2.) Today's Palestinians are the direct descendents of the Philistines (whose name was corrupted by the Romans into "Palestinians") and other non-Israelite inhabitants of ancient Palestine, and so in fact they have the true historic claim to the Holy Land as a homeland.
3.) Until recently, modern Biblical scholars and archaeologists have colluded (perhaps unwittingly) to create a fictitious, invented, history of Israel to justify the Israeli claim to a Jewish homeland, and to legitimize Israel's slaughter of Palestinians.
Although they are proposed in the reasoned language of academic discourse, these ideas are actually propaganda masquerading as scholarship.

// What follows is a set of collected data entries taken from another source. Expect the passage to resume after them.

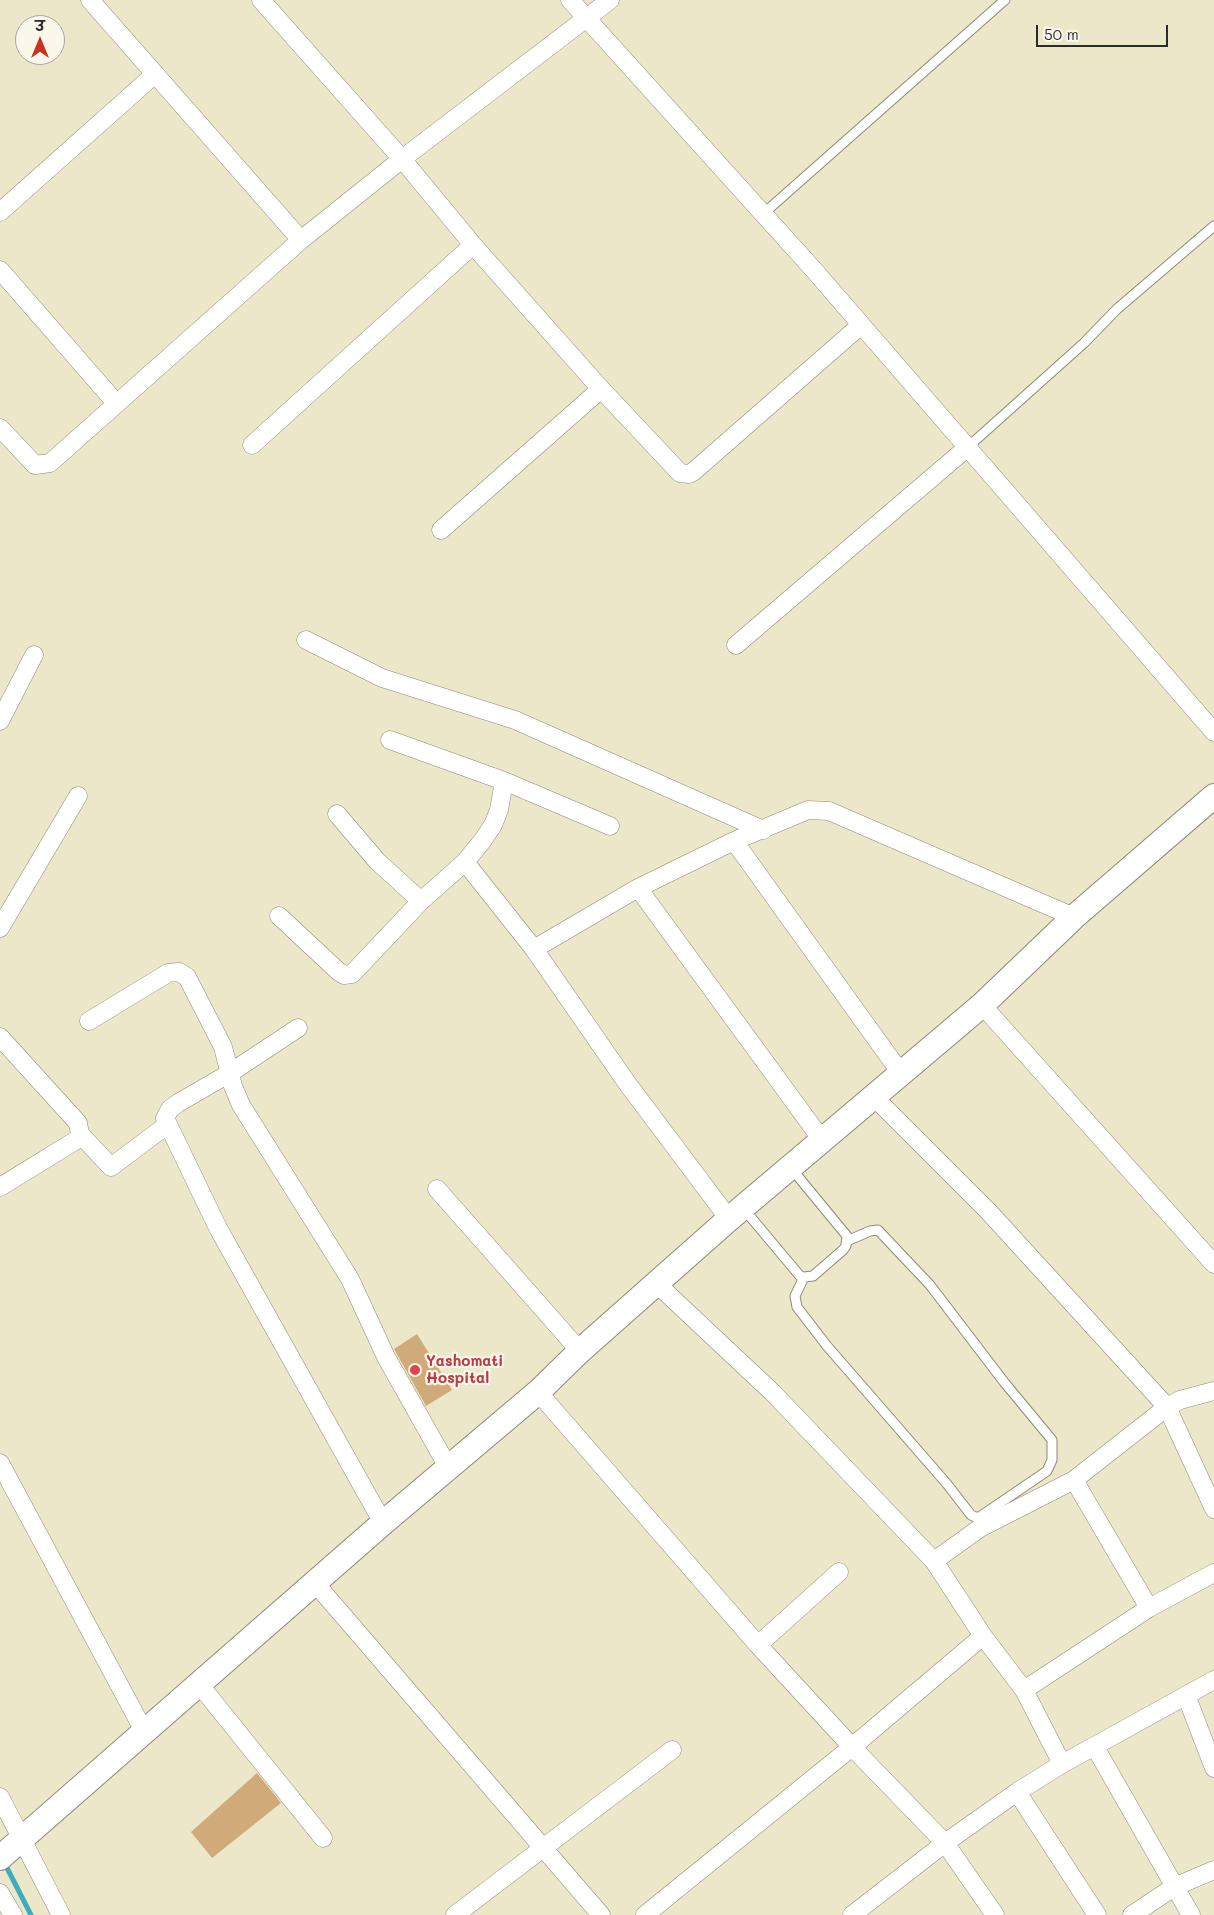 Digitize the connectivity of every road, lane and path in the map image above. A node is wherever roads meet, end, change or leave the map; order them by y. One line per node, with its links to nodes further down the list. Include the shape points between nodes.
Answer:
1 (90, 0): 7 (street)
2 (261, 0): 8 (street)
3 (570, 0): 6 (street)
4 (610, 0): 6 (street)
5 (1005, 0): 10 (lane)
6 (587, 19): 8 (street); 10 (street)
7 (155, 74): 9 (street); 12 (street)
8 (402, 159): 12 (street); 13 (street)
9 (0, 212)
10 (763, 214): 15 (street)
11 (1214, 226): 20 (lane, via 1117,309 1084,343)
12 (301, 240): 17 (street)
13 (473, 245): 16 (street); 19 (street)
14 (0, 270): 17 (street)
15 (861, 325): 16 (street, via 689,474 676,470); 20 (street)
16 (601, 389): 21 (street)
17 (116, 403): 18 (street, via 59,457 42,465 35,465)
18 (1, 433)
19 (252, 445)
20 (969, 446): 23 (street); 26 (street)
21 (441, 530)
22 (306, 640): 33 (street, via 382,678 515,720)
23 (736, 645)
24 (34, 655): 25 (street)
25 (0, 721)
26 (1214, 732)
27 (390, 740): 28 (street)
28 (504, 781): 32 (street); 35 (street, via 493,824)
29 (78, 796): 40 (street)
30 (1214, 796): 39 (main road)
31 (336, 814): 37 (street, via 377,861)
32 (610, 826)
33 (762, 830): 34 (street); 39 (street, via 808,810 829,811)
34 (734, 841): 36 (street); 46 (street)
35 (465, 862): 37 (street); 41 (street)
36 (638, 888): 41 (street); 51 (street)
37 (421, 901): 38 (street, via 357,970 348,975 338,971)
38 (279, 916)
39 (1074, 917): 42 (main road)
40 (0, 928)
41 (534, 949): 55 (street, via 627,1083)
42 (982, 1005): 46 (main road); 57 (street)
43 (89, 1021): 47 (street, via 155,980 168,973 179,972 187,977 223,1047)
44 (298, 1028): 47 (street)
45 (0, 1037): 50 (street, via 78,1123)
46 (900, 1072): 48 (main road)
47 (230, 1073): 49 (street, via 178,1103 167,1113); 65 (street, via 241,1105 350,1279 386,1357)
48 (873, 1096): 51 (main road); 63 (street, via 989,1212)
49 (167, 1124): 50 (street, via 111,1167); 68 (street, via 218,1228)
50 (80, 1134): 53 (street, via 78,1139)
51 (822, 1140): 52 (main road)
52 (791, 1168): 55 (main road); 56 (lane, via 843,1231)
53 (0, 1187)
54 (437, 1189): 60 (street)
55 (736, 1213): 58 (lane); 59 (main road)
56 (847, 1241): 58 (lane, via 843,1250 813,1276); 58 (lane, via 878,1230 930,1285 1052,1440 1052,1460 1047,1470 978,1518 971,1515 826,1346 797,1307 795,1296)
57 (1214, 1264)
58 (804, 1278)
59 (657, 1284): 60 (main road); 69 (street, via 772,1392)
60 (580, 1351): 62 (main road)
61 (1214, 1391): 63 (street)
62 (538, 1392): 65 (main road); 75 (street)
63 (1167, 1407): 66 (street); 67 (street)
64 (0, 1463): 80 (street)
65 (448, 1467): 68 (main road)
66 (1074, 1480): 69 (street, via 980,1528); 73 (street)
67 (1214, 1508)
68 (383, 1523): 72 (main road)
69 (934, 1561): 74 (street)
70 (839, 1572): 75 (street)
71 (1214, 1573): 73 (street)
72 (316, 1583): 77 (main road); 90 (street)
73 (1149, 1608): 78 (street)
74 (983, 1636): 78 (street); 81 (street)
75 (758, 1644): 81 (street)
76 (1214, 1680): 79 (street)
77 (199, 1684): 80 (main road); 88 (street)
78 (1024, 1690): 84 (street)
79 (1186, 1695): 82 (street); 85 (street)
80 (144, 1731): 91 (main road)
81 (852, 1747): 89 (street); 99 (street)
82 (1095, 1747): 84 (street); 93 (street)
83 (672, 1750): 90 (street)
84 (1062, 1764): 86 (street)
85 (1214, 1768)
86 (1016, 1792): 89 (street); 102 (street)
87 (0, 1797): 91 (street)
88 (323, 1838)
89 (945, 1843): 100 (street); 101 (street)
90 (543, 1846): 97 (street); 98 (street)
91 (10, 1849): 96 (street)
92 (1214, 1870): 93 (street)
93 (1174, 1887): 103 (street); 104 (street)
94 (0, 1893): 95 (street)
95 (13, 1915)
96 (61, 1915)
97 (455, 1915)
98 (601, 1915)
99 (645, 1915)
100 (852, 1915)
101 (995, 1915)
102 (1097, 1915)
103 (1132, 1915)
104 (1191, 1915) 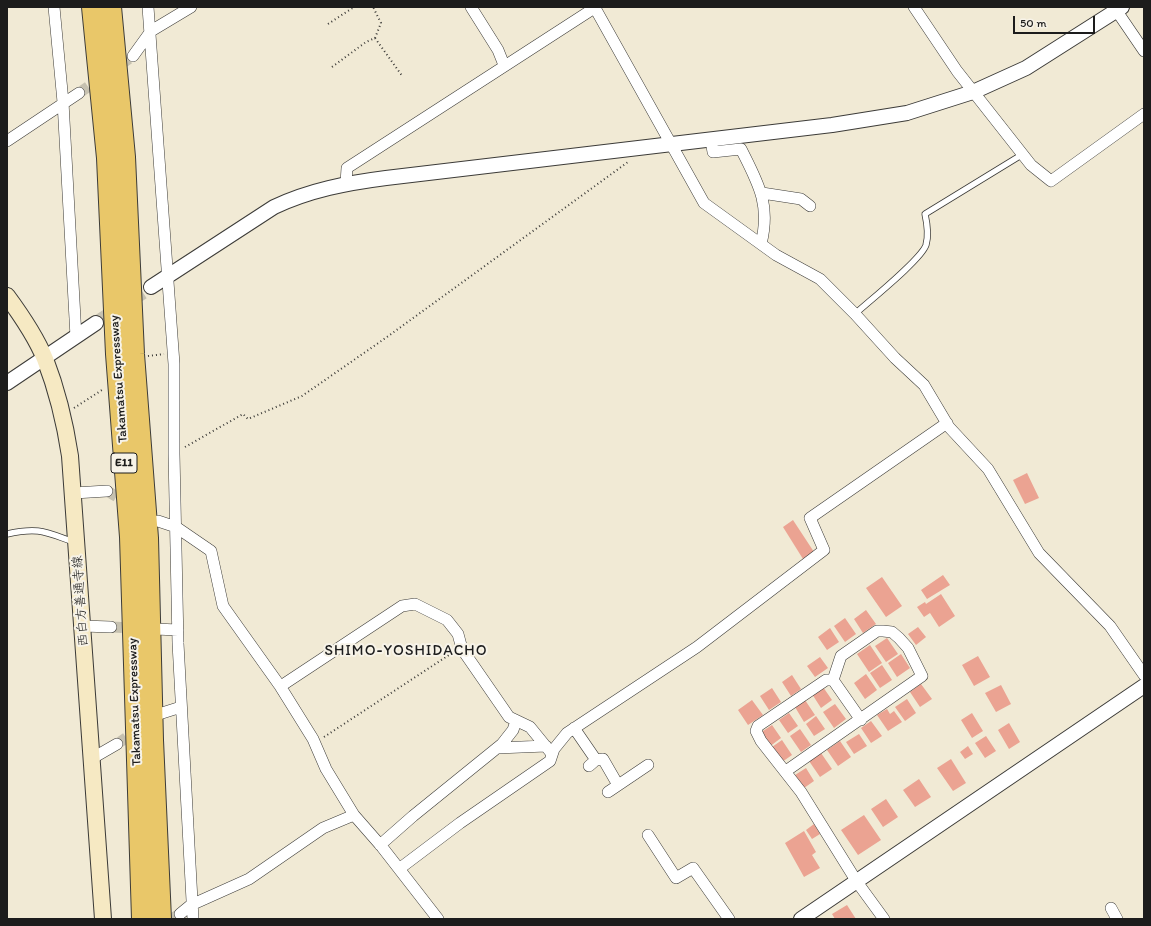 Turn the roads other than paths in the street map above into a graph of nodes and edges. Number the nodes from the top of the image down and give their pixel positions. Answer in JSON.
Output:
{"nodes":[{"id":1,"x":54,"y":7,"type":"edge"},
{"id":2,"x":92,"y":7,"type":"edge"},
{"id":3,"x":111,"y":7,"type":"edge"},
{"id":4,"x":148,"y":7,"type":"edge"},
{"id":5,"x":191,"y":7,"type":"edge"},
{"id":6,"x":471,"y":7,"type":"edge"},
{"id":7,"x":596,"y":7,"type":"edge"},
{"id":8,"x":914,"y":7,"type":"edge"},
{"id":9,"x":1117,"y":8,"type":"edge"},
{"id":10,"x":151,"y":31,"type":"junction"},
{"id":11,"x":1144,"y":51,"type":"edge"},
{"id":12,"x":133,"y":56,"type":"tunnel mouth"},
{"id":13,"x":504,"y":65,"type":"junction"},
{"id":14,"x":973,"y":92,"type":"junction"},
{"id":15,"x":79,"y":93,"type":"tunnel mouth"},
{"id":16,"x":63,"y":102,"type":"junction"},
{"id":17,"x":1144,"y":114,"type":"edge"},
{"id":18,"x":711,"y":140,"type":"junction"},
{"id":19,"x":7,"y":141,"type":"edge"},
{"id":20,"x":672,"y":144,"type":"junction"},
{"id":21,"x":1023,"y":154,"type":"junction"},
{"id":22,"x":346,"y":183,"type":"junction"},
{"id":23,"x":762,"y":193,"type":"junction"},
{"id":24,"x":810,"y":206,"type":"dead end"},
{"id":25,"x":761,"y":244,"type":"junction"},
{"id":26,"x":168,"y":276,"type":"junction"},
{"id":27,"x":151,"y":287,"type":"tunnel mouth"},
{"id":28,"x":7,"y":296,"type":"edge"},
{"id":29,"x":855,"y":314,"type":"junction"},
{"id":30,"x":96,"y":323,"type":"tunnel mouth"},
{"id":31,"x":76,"y":337,"type":"junction"},
{"id":32,"x":45,"y":358,"type":"junction"},
{"id":33,"x":7,"y":383,"type":"edge"},
{"id":34,"x":947,"y":423,"type":"junction"},
{"id":35,"x":107,"y":491,"type":"tunnel mouth"},
{"id":36,"x":74,"y":493,"type":"junction"},
{"id":37,"x":158,"y":521,"type":"dead end"},
{"id":38,"x":176,"y":527,"type":"junction"},
{"id":39,"x":7,"y":534,"type":"edge"},
{"id":40,"x":77,"y":543,"type":"junction"},
{"id":41,"x":83,"y":626,"type":"junction"},
{"id":42,"x":112,"y":627,"type":"tunnel mouth"},
{"id":43,"x":155,"y":629,"type":"dead end"},
{"id":44,"x":178,"y":630,"type":"junction"},
{"id":45,"x":1144,"y":675,"type":"edge"},
{"id":46,"x":833,"y":680,"type":"junction"},
{"id":47,"x":281,"y":686,"type":"junction"},
{"id":48,"x":1144,"y":686,"type":"edge"},
{"id":49,"x":181,"y":707,"type":"junction"},
{"id":50,"x":159,"y":714,"type":"dead end"},
{"id":51,"x":860,"y":720,"type":"junction"},
{"id":52,"x":516,"y":721,"type":"junction"},
{"id":53,"x":574,"y":728,"type":"junction"},
{"id":54,"x":117,"y":744,"type":"tunnel mouth"},
{"id":55,"x":497,"y":748,"type":"junction"},
{"id":56,"x":549,"y":750,"type":"junction"},
{"id":57,"x":91,"y":759,"type":"junction"},
{"id":58,"x":648,"y":765,"type":"dead end"},
{"id":59,"x":786,"y":771,"type":"junction"},
{"id":60,"x":618,"y":785,"type":"junction"},
{"id":61,"x":608,"y":792,"type":"dead end"},
{"id":62,"x":354,"y":815,"type":"junction"},
{"id":63,"x":648,"y":835,"type":"dead end"},
{"id":64,"x":380,"y":845,"type":"junction"},
{"id":65,"x":399,"y":869,"type":"junction"},
{"id":66,"x":856,"y":882,"type":"junction"},
{"id":67,"x":191,"y":905,"type":"junction"},
{"id":68,"x":1111,"y":908,"type":"dead end"},
{"id":69,"x":180,"y":914,"type":"tunnel mouth"},
{"id":70,"x":103,"y":919,"type":"edge"},
{"id":71,"x":142,"y":919,"type":"edge"},
{"id":72,"x":160,"y":919,"type":"edge"},
{"id":73,"x":193,"y":919,"type":"edge"},
{"id":74,"x":438,"y":919,"type":"edge"},
{"id":75,"x":729,"y":919,"type":"edge"},
{"id":76,"x":801,"y":919,"type":"edge"},
{"id":77,"x":884,"y":919,"type":"edge"},
{"id":78,"x":1118,"y":919,"type":"edge"}],
"edges":[{"from":1,"to":16,"type":"street"},
{"from":2,"to":71,"type":"highway","name":"Takamatsu Expressway","number":"E11"},
{"from":3,"to":72,"type":"highway","name":"Takamatsu Expressway","number":"E11"},
{"from":4,"to":10,"type":"street"},
{"from":5,"to":10,"type":"street"},
{"from":6,"to":13,"type":"street"},
{"from":7,"to":13,"type":"street"},
{"from":7,"to":20,"type":"street"},
{"from":8,"to":14,"type":"street"},
{"from":9,"to":11,"type":"street"},
{"from":9,"to":14,"type":"street"},
{"from":10,"to":12,"type":"street"},
{"from":10,"to":26,"type":"street"},
{"from":13,"to":22,"type":"street"},
{"from":14,"to":18,"type":"street"},
{"from":14,"to":21,"type":"street"},
{"from":15,"to":16,"type":"street"},
{"from":16,"to":19,"type":"street"},
{"from":16,"to":31,"type":"street"},
{"from":17,"to":21,"type":"street"},
{"from":18,"to":20,"type":"street"},
{"from":18,"to":23,"type":"street"},
{"from":20,"to":22,"type":"street"},
{"from":20,"to":25,"type":"street"},
{"from":21,"to":29,"type":"lane"},
{"from":22,"to":26,"type":"street"},
{"from":23,"to":24,"type":"street"},
{"from":23,"to":25,"type":"street"},
{"from":25,"to":29,"type":"street"},
{"from":26,"to":27,"type":"street"},
{"from":26,"to":38,"type":"street"},
{"from":28,"to":32,"type":"main road","name":"西白方善通寺線"},
{"from":29,"to":34,"type":"street"},
{"from":30,"to":31,"type":"street"},
{"from":31,"to":32,"type":"street"},
{"from":32,"to":33,"type":"street"},
{"from":32,"to":36,"type":"main road","name":"西白方善通寺線"},
{"from":34,"to":45,"type":"street"},
{"from":34,"to":53,"type":"street"},
{"from":35,"to":36,"type":"street"},
{"from":36,"to":40,"type":"main road","name":"西白方善通寺線"},
{"from":37,"to":38,"type":"street"},
{"from":38,"to":44,"type":"street"},
{"from":38,"to":47,"type":"street"},
{"from":39,"to":40,"type":"lane"},
{"from":40,"to":41,"type":"main road","name":"西白方善通寺線"},
{"from":41,"to":42,"type":"street"},
{"from":41,"to":57,"type":"main road","name":"西白方善通寺線"},
{"from":43,"to":44,"type":"street"},
{"from":44,"to":49,"type":"street"},
{"from":46,"to":51,"type":"street"},
{"from":46,"to":51,"type":"street"},
{"from":46,"to":59,"type":"street"},
{"from":47,"to":52,"type":"street"},
{"from":47,"to":62,"type":"street"},
{"from":48,"to":66,"type":"street"},
{"from":49,"to":50,"type":"street"},
{"from":49,"to":67,"type":"street"},
{"from":51,"to":59,"type":"street"},
{"from":52,"to":55,"type":"street"},
{"from":52,"to":56,"type":"street"},
{"from":53,"to":56,"type":"street"},
{"from":53,"to":60,"type":"street"},
{"from":54,"to":57,"type":"street"},
{"from":55,"to":56,"type":"street"},
{"from":55,"to":64,"type":"street"},
{"from":56,"to":65,"type":"street"},
{"from":57,"to":70,"type":"main road","name":"西白方善通寺線"},
{"from":58,"to":60,"type":"street"},
{"from":59,"to":66,"type":"street"},
{"from":60,"to":61,"type":"street"},
{"from":62,"to":64,"type":"street"},
{"from":62,"to":67,"type":"street"},
{"from":63,"to":75,"type":"street"},
{"from":64,"to":65,"type":"street"},
{"from":65,"to":74,"type":"street"},
{"from":66,"to":76,"type":"street"},
{"from":66,"to":77,"type":"street"},
{"from":67,"to":69,"type":"street"},
{"from":67,"to":73,"type":"street"},
{"from":68,"to":78,"type":"street"}]}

In arguing that some of the last century's greatest Biblical scholars (many of whom are, or were, neither Jewish nor Zionist) have knowingly falsified "Palestinian history," Whitelam is talking about the intellectual giants of Ancient Near Eastern Studies: individuals such as William Foxwell Albright, Martin Noth, John Bright, G. E. Wright, Albrecht Alt, and William Dever. All of these giants of Biblical Studies were believing Christians, but none were fundamentalists who took the Bible literally. All searched the extra-Biblical corpus of ancient near eastern texts and archaeology to throw light upon the Bible and upon Israelite history, but none sought to prove Biblical history correct. None ever discussed the antiquity of the "Palestinians," because in their day the concept of a "Palestinian people" had not yet been invented.
Whitelam has no such compunctions. He constantly refers to "indigenous" Palestinians in an effort to connect today's Arabs living in the West Bank and Gaza Strip with the ancient non-Israelite peoples of that ancient geographic entity often called Palestine, which is more or less the territory of modern Israel . But he offers absolutely no evidence for this "continuum," and rigorously ignores the voluminous evidence against such a claim.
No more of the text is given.